• REQUIREMENT:
A verbatim printing of the entries that follow is needed; pictures must not appear in it.

• RECORDS SHOWN:
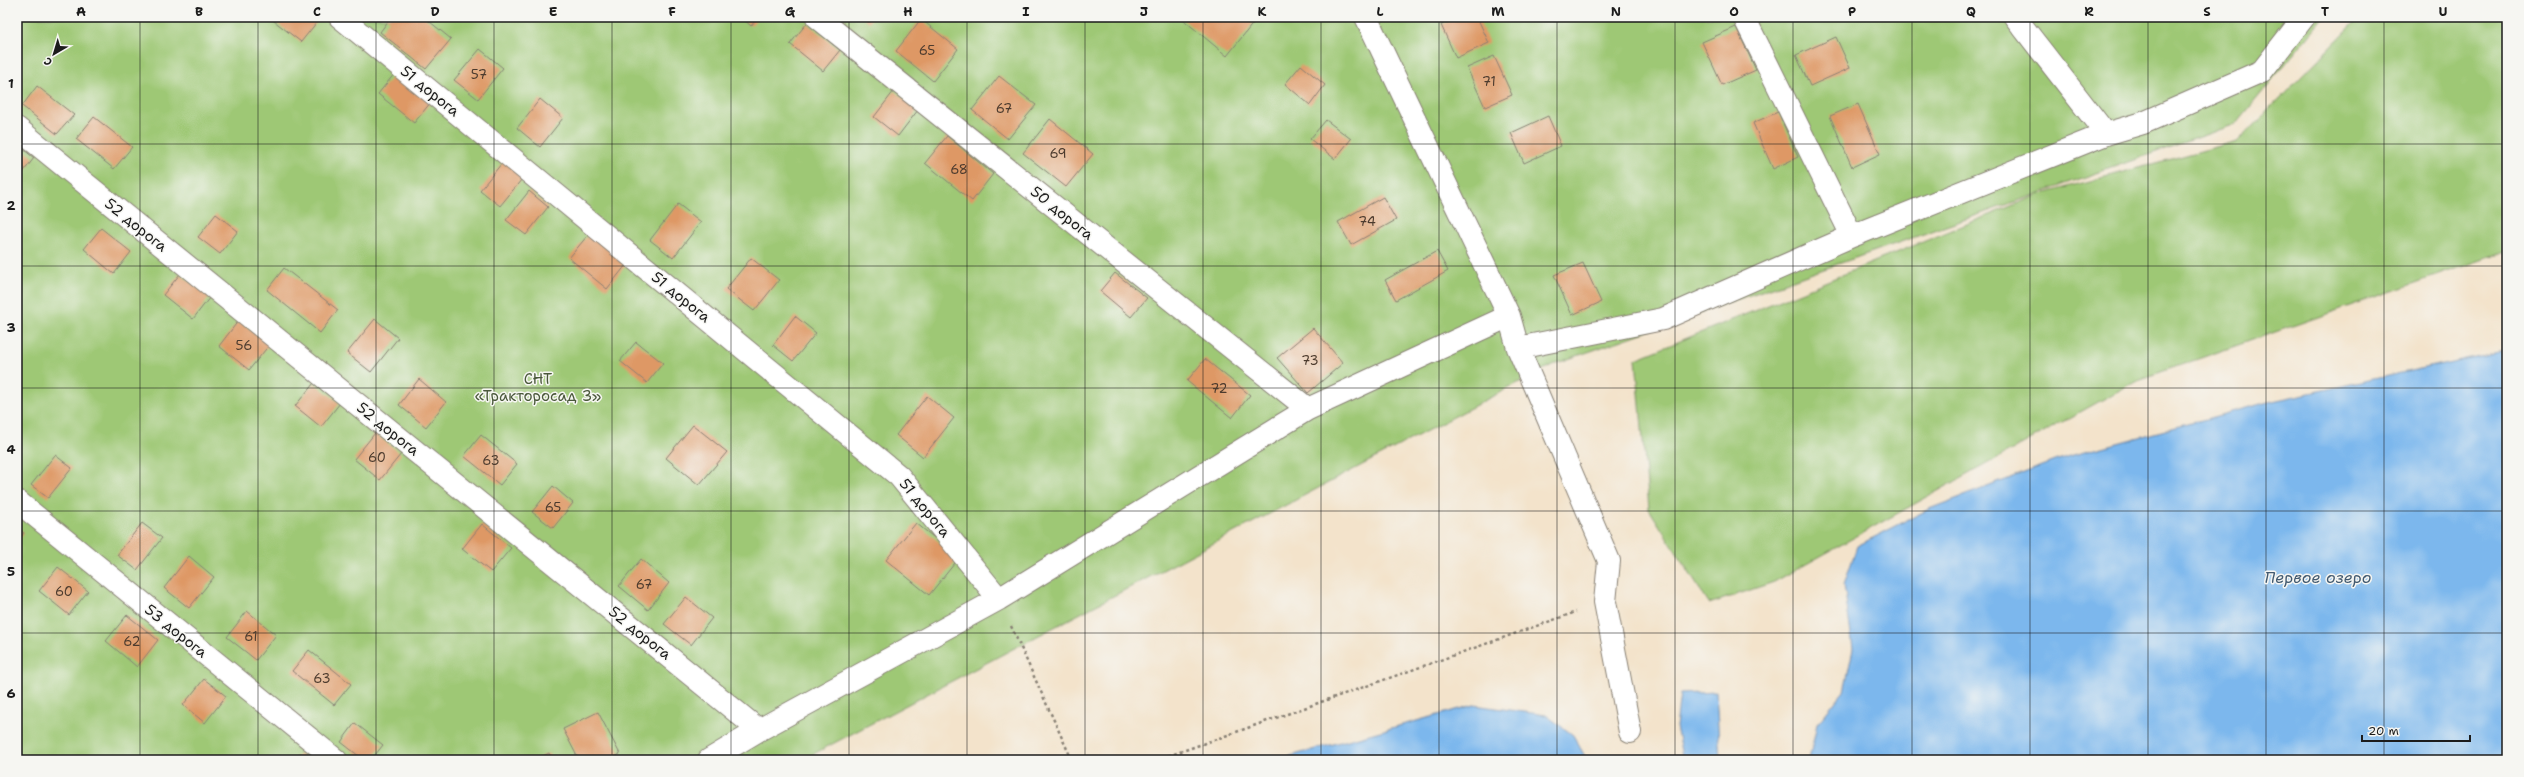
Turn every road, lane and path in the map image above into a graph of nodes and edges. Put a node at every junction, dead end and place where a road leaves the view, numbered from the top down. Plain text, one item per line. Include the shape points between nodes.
1 (340, 17) edge
2 (816, 17) edge
3 (1366, 17) edge
4 (1744, 17) edge
5 (2015, 17) edge
6 (2304, 17) edge
7 (17, 128) edge
8 (2106, 134) junction
9 (1852, 236) junction
10 (1508, 316) junction
11 (1518, 348) junction
12 (1308, 409) junction
13 (17, 501) edge
14 (999, 599) junction
15 (1605, 602) junction
16 (759, 730) junction
17 (1630, 732) dead end
18 (336, 760) edge
19 (709, 760) edge
20 (1072, 760) edge
21 (1157, 760) edge

1 - 14 street, 51 дорога via 899,476
2 - 12 street, 50 дорога
3 - 10 street
4 - 9 street
5 - 8 street
6 - 8 street via 2262,71 2143,123
7 - 16 street, 52 дорога
8 - 9 street
9 - 11 street via 1663,319
10 - 11 street
10 - 12 street
11 - 15 street via 1609,561
12 - 14 street
13 - 18 street, 53 дорога
14 - 16 street
14 - 20 path
15 - 17 street
15 - 21 path
16 - 19 street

• YOUR RESPONSE:
Turn every road, lane and path in the map image above into a graph of nodes and edges. Put a node at every junction, dead end and place where a road leaves the view, numbered from the top down. Plain text, one item per line. Include the shape points between nodes.
1 (340, 17) edge
2 (816, 17) edge
3 (1366, 17) edge
4 (1744, 17) edge
5 (2015, 17) edge
6 (2304, 17) edge
7 (17, 128) edge
8 (2106, 134) junction
9 (1852, 236) junction
10 (1508, 316) junction
11 (1518, 348) junction
12 (1308, 409) junction
13 (17, 501) edge
14 (999, 599) junction
15 (1605, 602) junction
16 (759, 730) junction
17 (1630, 732) dead end
18 (336, 760) edge
19 (709, 760) edge
20 (1072, 760) edge
21 (1157, 760) edge

1 - 14 street, 51 дорога via 899,476
2 - 12 street, 50 дорога
3 - 10 street
4 - 9 street
5 - 8 street
6 - 8 street via 2262,71 2143,123
7 - 16 street, 52 дорога
8 - 9 street
9 - 11 street via 1663,319
10 - 11 street
10 - 12 street
11 - 15 street via 1609,561
12 - 14 street
13 - 18 street, 53 дорога
14 - 16 street
14 - 20 path
15 - 17 street
15 - 21 path
16 - 19 street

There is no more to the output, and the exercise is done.